* _Work order_: What lines of the data hold the string "Gatewood"? Pull each one out.

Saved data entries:
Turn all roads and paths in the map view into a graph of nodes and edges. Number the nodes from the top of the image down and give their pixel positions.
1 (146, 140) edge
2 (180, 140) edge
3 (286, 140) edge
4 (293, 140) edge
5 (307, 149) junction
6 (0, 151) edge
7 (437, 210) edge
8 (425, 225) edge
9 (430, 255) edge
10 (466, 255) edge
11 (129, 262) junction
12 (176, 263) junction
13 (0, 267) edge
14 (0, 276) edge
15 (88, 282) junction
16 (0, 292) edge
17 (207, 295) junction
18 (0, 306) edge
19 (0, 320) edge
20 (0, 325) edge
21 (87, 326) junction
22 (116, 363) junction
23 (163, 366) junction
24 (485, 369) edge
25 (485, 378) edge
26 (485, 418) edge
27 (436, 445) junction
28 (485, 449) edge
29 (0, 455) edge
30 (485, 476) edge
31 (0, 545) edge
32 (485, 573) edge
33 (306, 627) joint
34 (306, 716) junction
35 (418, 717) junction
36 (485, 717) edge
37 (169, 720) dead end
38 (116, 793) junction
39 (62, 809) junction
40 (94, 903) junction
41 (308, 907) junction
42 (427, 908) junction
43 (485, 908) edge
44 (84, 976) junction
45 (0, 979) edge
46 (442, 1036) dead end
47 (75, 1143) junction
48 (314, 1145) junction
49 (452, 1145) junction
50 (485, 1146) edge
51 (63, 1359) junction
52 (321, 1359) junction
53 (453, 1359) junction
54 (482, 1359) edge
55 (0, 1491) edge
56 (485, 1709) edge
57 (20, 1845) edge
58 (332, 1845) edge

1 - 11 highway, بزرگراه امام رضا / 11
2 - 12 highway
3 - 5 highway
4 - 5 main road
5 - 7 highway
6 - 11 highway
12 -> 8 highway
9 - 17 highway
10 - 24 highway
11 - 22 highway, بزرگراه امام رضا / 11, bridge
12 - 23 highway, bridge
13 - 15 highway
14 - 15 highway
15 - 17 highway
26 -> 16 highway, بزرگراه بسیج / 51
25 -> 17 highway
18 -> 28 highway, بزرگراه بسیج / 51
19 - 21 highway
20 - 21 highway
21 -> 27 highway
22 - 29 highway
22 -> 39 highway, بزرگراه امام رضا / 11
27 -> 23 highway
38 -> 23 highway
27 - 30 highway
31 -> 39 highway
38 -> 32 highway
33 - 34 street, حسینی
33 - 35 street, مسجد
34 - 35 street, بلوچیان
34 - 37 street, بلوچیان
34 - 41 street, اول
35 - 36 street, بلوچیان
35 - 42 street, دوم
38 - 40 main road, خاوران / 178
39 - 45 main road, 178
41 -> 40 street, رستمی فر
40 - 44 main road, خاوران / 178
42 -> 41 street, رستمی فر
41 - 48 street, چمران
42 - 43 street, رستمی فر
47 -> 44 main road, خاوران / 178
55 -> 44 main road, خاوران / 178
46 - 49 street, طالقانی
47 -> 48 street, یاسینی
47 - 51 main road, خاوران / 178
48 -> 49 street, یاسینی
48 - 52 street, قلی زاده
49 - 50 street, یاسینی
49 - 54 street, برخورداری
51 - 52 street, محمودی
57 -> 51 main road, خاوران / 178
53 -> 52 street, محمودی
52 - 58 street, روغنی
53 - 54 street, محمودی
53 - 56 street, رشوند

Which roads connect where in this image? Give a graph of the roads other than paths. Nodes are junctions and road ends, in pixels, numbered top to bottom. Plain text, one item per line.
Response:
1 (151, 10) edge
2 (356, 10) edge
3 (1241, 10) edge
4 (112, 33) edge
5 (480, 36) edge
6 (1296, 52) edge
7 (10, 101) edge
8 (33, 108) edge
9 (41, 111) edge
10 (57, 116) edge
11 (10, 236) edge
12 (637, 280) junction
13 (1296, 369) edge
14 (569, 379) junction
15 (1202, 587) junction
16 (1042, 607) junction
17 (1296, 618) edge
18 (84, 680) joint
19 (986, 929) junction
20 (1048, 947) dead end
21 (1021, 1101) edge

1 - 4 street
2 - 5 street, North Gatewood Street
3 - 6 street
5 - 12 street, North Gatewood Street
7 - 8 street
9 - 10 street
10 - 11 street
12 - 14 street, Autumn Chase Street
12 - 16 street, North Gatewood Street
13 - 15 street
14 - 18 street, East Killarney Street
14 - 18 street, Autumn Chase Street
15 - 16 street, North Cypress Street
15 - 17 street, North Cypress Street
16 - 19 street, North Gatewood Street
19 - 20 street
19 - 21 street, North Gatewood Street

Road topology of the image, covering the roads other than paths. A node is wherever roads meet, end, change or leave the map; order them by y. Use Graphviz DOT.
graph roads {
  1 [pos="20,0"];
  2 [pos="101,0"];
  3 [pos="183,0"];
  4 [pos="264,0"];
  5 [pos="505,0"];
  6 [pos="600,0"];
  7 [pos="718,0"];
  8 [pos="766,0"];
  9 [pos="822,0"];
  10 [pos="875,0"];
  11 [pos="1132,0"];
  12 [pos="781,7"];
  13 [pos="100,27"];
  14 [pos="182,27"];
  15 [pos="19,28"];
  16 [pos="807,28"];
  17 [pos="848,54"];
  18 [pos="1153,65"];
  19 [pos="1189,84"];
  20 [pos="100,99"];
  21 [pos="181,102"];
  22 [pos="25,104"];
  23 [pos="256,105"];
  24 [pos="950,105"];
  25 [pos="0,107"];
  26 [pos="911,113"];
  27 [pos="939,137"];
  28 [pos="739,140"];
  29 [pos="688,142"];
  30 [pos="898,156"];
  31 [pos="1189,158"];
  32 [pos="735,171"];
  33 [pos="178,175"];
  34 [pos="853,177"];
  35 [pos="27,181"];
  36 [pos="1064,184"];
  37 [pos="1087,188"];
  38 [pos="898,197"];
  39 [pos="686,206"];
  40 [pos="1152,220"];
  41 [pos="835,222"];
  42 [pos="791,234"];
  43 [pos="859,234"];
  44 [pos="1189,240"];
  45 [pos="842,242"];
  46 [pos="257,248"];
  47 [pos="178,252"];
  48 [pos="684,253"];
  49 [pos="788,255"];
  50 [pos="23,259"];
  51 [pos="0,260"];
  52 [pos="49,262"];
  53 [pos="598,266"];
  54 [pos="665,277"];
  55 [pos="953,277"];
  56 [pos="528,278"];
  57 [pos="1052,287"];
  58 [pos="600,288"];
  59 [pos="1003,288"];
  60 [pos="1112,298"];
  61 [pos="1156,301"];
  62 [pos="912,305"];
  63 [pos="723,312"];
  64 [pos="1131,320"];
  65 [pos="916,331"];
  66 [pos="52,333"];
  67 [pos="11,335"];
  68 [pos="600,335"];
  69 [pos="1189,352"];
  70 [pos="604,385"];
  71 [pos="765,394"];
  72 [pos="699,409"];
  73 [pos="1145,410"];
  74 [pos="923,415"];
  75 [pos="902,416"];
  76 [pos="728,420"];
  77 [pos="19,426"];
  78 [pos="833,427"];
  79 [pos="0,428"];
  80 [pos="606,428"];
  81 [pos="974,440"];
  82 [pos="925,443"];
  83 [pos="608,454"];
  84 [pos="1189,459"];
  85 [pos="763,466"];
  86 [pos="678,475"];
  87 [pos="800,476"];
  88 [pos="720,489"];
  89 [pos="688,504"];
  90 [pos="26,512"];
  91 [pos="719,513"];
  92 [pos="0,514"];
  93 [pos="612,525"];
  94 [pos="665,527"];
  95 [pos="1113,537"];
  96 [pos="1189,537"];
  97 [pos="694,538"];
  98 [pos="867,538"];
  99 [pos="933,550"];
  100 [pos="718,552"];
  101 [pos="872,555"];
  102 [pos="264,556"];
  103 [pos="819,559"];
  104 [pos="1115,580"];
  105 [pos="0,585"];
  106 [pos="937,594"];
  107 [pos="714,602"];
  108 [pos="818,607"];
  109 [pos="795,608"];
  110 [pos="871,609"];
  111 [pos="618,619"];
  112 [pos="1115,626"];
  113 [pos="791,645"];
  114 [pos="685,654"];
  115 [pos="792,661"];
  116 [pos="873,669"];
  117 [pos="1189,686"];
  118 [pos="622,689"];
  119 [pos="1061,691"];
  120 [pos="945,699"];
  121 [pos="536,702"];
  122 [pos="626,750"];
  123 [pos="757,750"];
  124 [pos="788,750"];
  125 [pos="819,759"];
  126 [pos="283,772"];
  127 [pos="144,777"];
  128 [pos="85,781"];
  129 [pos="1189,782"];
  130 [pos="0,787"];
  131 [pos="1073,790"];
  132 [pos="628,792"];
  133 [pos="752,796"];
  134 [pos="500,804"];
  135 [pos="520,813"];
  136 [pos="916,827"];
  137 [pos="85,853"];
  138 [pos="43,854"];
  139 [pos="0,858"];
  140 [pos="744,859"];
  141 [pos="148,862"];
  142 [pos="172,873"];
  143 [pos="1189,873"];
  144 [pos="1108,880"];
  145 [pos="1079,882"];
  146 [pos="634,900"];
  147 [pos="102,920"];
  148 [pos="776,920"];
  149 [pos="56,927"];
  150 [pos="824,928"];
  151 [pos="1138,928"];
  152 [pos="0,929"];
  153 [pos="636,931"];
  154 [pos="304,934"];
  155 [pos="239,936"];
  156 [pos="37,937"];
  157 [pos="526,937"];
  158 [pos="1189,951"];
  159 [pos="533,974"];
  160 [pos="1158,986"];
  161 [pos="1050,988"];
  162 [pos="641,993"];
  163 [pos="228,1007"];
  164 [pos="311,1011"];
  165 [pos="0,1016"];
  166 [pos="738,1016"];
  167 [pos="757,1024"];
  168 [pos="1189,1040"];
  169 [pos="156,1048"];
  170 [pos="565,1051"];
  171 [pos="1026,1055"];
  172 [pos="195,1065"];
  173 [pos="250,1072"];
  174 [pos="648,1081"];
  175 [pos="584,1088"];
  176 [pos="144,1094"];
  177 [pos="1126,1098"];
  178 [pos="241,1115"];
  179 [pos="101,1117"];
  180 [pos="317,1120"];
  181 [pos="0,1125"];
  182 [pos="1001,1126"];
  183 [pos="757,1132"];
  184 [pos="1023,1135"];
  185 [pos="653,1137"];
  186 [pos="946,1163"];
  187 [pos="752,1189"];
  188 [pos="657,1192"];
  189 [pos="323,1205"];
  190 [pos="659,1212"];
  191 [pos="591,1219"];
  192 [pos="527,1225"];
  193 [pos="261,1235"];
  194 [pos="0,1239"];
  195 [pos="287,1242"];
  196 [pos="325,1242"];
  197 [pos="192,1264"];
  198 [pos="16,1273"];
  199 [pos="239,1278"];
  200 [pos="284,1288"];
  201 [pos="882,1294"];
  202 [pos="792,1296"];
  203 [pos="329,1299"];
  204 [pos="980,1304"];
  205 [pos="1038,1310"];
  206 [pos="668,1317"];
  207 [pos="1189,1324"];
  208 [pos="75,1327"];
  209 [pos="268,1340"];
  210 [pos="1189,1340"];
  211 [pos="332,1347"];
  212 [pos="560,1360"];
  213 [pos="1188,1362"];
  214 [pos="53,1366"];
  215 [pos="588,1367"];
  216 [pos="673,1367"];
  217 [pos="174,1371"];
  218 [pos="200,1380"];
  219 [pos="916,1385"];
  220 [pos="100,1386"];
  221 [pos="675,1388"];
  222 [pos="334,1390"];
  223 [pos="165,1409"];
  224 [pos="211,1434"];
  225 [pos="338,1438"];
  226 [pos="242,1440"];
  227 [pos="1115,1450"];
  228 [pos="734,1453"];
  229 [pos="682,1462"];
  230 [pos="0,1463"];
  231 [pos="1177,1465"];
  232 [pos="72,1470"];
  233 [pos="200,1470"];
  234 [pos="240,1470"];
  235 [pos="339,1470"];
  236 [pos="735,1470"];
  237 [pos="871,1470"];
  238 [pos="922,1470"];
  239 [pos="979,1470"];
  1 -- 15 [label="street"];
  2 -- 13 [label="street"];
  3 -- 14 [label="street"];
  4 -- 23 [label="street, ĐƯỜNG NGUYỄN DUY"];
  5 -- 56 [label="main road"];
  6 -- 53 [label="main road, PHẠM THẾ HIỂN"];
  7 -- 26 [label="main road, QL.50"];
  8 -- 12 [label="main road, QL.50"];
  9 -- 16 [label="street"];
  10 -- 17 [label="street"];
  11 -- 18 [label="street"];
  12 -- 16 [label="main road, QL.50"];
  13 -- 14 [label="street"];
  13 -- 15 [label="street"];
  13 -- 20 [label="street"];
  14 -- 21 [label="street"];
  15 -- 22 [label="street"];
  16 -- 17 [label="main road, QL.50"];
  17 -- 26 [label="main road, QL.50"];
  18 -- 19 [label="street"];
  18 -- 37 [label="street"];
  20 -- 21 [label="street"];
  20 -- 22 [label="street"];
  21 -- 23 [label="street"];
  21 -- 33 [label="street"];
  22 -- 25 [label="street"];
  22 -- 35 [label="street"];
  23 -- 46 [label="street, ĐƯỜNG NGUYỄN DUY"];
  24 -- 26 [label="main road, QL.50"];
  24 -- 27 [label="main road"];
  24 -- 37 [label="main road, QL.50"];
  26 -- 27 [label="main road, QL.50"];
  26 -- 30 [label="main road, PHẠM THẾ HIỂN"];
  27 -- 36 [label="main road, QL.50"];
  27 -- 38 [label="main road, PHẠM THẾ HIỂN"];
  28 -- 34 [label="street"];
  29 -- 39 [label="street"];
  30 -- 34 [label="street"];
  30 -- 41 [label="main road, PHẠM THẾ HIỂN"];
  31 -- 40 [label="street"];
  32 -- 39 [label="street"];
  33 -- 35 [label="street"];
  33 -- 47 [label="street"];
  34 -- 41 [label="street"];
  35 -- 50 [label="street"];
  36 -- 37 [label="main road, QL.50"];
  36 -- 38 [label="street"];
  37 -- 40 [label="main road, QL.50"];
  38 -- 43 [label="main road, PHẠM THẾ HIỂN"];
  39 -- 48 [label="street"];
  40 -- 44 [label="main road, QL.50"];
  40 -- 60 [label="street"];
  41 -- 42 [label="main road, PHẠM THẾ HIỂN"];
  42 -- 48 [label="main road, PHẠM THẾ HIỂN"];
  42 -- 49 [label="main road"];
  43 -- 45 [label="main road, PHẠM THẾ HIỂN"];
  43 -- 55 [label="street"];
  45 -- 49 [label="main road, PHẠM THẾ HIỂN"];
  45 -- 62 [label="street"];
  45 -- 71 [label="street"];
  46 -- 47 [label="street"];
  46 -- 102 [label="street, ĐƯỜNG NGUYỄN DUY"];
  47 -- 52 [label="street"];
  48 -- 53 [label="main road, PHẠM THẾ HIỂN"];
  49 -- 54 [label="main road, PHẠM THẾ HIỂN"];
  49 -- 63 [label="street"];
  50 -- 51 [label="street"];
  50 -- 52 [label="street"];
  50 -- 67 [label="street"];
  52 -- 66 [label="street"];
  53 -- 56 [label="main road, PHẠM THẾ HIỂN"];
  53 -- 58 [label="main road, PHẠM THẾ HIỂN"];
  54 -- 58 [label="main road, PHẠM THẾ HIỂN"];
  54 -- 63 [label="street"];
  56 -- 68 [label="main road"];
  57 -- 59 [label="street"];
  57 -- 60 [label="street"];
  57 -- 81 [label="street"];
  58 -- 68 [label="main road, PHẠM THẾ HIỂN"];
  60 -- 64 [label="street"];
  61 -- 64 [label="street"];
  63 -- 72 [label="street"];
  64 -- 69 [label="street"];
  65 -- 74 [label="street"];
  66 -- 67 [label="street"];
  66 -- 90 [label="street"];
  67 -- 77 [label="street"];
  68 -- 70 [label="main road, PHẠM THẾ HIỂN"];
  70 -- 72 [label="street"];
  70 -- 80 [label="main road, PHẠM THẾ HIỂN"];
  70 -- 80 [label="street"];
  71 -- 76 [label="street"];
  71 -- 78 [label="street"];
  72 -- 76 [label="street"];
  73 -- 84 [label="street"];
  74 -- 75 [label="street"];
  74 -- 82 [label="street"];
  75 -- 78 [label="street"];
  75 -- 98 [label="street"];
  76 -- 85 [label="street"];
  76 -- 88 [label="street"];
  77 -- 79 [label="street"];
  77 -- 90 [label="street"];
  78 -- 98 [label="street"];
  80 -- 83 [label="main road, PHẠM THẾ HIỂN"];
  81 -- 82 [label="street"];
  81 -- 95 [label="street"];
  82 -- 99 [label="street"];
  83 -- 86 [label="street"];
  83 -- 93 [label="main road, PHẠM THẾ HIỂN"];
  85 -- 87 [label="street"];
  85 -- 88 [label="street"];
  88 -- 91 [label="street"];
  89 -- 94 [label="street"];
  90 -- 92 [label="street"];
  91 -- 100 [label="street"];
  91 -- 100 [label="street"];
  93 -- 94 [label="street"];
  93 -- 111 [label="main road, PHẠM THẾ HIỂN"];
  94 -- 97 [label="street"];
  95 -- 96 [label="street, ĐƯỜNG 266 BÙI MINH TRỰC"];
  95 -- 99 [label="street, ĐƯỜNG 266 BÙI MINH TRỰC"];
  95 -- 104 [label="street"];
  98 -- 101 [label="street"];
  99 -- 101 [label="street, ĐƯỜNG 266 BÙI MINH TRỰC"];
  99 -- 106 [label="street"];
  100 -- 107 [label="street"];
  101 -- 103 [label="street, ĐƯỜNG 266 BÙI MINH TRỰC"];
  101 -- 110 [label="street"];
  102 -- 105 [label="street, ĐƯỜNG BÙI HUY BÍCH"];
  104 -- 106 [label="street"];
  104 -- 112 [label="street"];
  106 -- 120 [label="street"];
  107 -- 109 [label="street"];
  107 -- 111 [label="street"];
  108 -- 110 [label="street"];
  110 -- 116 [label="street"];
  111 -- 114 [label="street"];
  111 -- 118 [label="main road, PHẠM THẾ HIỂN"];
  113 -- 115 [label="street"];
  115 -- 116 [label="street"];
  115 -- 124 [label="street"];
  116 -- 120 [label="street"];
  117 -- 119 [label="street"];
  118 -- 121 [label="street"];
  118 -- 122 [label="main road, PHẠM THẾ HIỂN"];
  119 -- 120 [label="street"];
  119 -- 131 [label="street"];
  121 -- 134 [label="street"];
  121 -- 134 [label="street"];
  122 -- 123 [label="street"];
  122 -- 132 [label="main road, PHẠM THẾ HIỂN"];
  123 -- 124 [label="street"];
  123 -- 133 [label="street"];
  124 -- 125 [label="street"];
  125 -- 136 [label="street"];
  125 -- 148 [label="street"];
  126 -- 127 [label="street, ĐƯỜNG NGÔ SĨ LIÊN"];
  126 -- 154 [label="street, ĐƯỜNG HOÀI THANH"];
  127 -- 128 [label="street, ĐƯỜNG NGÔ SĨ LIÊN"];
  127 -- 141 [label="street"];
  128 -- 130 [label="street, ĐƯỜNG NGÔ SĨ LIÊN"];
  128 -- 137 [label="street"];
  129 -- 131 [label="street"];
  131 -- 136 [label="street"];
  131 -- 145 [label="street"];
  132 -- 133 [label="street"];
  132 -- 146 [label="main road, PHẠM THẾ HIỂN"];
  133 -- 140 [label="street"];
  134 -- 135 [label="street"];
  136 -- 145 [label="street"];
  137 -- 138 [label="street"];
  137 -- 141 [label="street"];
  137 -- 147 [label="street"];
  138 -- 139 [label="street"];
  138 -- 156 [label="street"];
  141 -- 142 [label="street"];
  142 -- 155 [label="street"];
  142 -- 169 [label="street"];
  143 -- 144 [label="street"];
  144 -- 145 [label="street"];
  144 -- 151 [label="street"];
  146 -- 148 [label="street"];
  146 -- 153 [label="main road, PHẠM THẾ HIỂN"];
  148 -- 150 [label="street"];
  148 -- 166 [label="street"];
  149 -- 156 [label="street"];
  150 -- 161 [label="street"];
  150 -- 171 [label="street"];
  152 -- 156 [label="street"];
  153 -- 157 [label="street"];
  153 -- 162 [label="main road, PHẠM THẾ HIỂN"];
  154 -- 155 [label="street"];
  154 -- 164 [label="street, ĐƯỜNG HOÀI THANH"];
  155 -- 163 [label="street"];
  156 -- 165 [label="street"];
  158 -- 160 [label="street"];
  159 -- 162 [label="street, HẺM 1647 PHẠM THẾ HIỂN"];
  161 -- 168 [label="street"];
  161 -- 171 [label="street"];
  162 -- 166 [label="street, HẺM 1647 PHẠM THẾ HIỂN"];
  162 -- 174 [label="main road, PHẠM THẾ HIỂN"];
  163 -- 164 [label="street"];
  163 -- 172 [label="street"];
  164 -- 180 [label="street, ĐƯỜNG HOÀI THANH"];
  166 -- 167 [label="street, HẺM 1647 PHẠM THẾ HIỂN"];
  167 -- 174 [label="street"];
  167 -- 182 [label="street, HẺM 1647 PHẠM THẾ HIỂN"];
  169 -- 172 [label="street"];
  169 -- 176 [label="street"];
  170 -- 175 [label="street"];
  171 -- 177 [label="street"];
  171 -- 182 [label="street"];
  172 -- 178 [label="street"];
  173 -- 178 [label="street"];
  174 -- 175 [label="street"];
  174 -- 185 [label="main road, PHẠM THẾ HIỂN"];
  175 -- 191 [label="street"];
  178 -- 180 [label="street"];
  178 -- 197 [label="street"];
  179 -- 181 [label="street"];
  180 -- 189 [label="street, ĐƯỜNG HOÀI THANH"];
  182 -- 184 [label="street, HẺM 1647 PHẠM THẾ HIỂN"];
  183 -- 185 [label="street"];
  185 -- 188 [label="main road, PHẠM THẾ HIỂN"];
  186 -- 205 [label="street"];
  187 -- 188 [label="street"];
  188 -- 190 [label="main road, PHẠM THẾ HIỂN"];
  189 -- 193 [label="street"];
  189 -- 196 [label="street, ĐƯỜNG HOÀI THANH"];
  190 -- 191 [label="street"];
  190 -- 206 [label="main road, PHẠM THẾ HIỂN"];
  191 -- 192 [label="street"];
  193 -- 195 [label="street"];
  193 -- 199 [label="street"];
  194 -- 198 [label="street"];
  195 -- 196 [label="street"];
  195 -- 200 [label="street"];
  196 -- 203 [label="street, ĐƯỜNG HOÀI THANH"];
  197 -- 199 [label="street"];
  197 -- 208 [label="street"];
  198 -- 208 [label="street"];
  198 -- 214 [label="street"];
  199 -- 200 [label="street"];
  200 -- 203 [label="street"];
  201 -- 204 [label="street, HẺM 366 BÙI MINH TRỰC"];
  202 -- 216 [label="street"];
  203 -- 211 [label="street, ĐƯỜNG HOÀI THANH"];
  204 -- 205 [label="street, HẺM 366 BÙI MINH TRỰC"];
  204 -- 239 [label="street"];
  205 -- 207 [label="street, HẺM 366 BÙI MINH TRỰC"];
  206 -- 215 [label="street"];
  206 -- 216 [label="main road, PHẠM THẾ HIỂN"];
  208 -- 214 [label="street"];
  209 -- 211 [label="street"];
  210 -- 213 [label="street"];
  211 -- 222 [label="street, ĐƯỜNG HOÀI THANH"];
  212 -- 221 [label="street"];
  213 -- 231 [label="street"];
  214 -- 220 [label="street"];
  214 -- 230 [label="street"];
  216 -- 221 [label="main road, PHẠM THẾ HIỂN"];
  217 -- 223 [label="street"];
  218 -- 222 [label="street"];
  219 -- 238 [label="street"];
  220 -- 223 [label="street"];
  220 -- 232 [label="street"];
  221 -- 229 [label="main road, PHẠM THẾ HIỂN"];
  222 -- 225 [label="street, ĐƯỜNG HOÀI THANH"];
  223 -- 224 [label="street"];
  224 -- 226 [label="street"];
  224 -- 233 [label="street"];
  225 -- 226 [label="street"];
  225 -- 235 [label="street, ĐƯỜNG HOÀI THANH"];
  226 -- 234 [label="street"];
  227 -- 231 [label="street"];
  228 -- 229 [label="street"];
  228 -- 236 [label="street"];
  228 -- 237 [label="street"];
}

* _Finished exercise_:
2 - 5 street, North Gatewood Street
5 - 12 street, North Gatewood Street
12 - 16 street, North Gatewood Street
16 - 19 street, North Gatewood Street
19 - 21 street, North Gatewood Street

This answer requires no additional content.